* **Your goal**: A single number is required: how many lines in the data below contain "dead".

= Beginning of Section =

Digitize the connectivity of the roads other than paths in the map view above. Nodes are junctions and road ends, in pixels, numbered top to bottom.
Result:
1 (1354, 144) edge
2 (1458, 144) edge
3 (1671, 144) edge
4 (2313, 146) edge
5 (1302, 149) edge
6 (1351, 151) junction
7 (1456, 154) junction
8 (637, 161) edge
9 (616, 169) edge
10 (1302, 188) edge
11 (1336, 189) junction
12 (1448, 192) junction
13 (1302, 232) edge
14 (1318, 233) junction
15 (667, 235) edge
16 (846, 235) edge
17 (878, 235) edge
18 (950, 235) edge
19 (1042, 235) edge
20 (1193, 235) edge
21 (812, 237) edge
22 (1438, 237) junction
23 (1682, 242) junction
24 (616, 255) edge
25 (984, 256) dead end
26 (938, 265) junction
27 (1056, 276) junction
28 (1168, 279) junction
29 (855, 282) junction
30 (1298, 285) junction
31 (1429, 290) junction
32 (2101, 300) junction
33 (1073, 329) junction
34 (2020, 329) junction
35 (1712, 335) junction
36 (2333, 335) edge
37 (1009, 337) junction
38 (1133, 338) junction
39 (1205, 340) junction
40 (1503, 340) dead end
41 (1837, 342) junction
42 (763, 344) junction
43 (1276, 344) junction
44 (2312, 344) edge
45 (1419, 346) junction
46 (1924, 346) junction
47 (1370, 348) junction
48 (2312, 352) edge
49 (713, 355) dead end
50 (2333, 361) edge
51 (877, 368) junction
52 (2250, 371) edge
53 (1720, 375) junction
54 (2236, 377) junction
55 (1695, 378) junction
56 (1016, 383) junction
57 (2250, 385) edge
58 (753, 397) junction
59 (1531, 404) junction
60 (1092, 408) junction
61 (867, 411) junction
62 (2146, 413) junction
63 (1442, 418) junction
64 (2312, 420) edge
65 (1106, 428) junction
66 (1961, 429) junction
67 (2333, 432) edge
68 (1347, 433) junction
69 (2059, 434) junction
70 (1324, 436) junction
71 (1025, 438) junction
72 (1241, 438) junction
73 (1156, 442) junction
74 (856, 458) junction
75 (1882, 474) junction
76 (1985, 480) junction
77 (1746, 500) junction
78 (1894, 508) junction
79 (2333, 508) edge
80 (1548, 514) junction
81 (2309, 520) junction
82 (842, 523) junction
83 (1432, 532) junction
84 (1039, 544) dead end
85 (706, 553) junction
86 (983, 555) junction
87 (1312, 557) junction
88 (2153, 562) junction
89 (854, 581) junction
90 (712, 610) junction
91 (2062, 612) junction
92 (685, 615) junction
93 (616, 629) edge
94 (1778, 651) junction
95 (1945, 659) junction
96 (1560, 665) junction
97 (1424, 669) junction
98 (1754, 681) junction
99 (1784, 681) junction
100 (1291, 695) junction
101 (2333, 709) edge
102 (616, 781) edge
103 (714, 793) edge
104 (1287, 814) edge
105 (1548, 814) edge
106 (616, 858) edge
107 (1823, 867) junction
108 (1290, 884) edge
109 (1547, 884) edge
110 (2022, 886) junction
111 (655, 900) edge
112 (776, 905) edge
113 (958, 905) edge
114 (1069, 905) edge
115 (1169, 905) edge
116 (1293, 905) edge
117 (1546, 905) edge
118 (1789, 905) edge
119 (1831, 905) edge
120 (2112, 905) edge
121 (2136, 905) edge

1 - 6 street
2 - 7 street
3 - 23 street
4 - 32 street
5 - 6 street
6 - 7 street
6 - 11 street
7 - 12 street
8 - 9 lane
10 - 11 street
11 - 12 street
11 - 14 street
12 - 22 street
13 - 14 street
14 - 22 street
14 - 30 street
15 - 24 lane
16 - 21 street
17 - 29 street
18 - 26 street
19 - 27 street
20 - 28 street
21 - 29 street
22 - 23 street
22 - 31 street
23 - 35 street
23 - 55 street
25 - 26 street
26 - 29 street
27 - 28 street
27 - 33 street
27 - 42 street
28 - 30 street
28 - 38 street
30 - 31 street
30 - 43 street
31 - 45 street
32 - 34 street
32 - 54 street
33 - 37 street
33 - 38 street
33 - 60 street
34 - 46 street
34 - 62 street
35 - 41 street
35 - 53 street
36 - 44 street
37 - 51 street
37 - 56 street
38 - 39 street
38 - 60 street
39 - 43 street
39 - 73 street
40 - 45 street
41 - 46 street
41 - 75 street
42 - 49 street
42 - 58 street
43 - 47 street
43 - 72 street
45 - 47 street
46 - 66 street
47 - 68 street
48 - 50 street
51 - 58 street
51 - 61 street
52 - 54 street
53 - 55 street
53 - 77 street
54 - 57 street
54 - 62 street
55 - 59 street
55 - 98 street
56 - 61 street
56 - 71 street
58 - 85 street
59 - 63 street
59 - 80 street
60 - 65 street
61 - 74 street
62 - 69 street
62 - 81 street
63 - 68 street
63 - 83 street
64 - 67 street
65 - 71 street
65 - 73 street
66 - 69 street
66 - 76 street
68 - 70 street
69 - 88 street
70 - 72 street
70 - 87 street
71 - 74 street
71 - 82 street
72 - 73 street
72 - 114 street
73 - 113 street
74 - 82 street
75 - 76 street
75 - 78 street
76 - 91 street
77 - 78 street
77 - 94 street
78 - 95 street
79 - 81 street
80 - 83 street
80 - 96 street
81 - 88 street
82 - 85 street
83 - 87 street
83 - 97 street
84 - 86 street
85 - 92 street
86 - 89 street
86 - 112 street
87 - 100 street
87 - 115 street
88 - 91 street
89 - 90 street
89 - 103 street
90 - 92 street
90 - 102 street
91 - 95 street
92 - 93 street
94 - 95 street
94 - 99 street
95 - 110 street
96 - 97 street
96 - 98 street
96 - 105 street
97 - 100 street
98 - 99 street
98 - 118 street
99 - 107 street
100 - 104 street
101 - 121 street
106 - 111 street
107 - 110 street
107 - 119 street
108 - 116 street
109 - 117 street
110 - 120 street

= End of Section =

* **Task response**: 4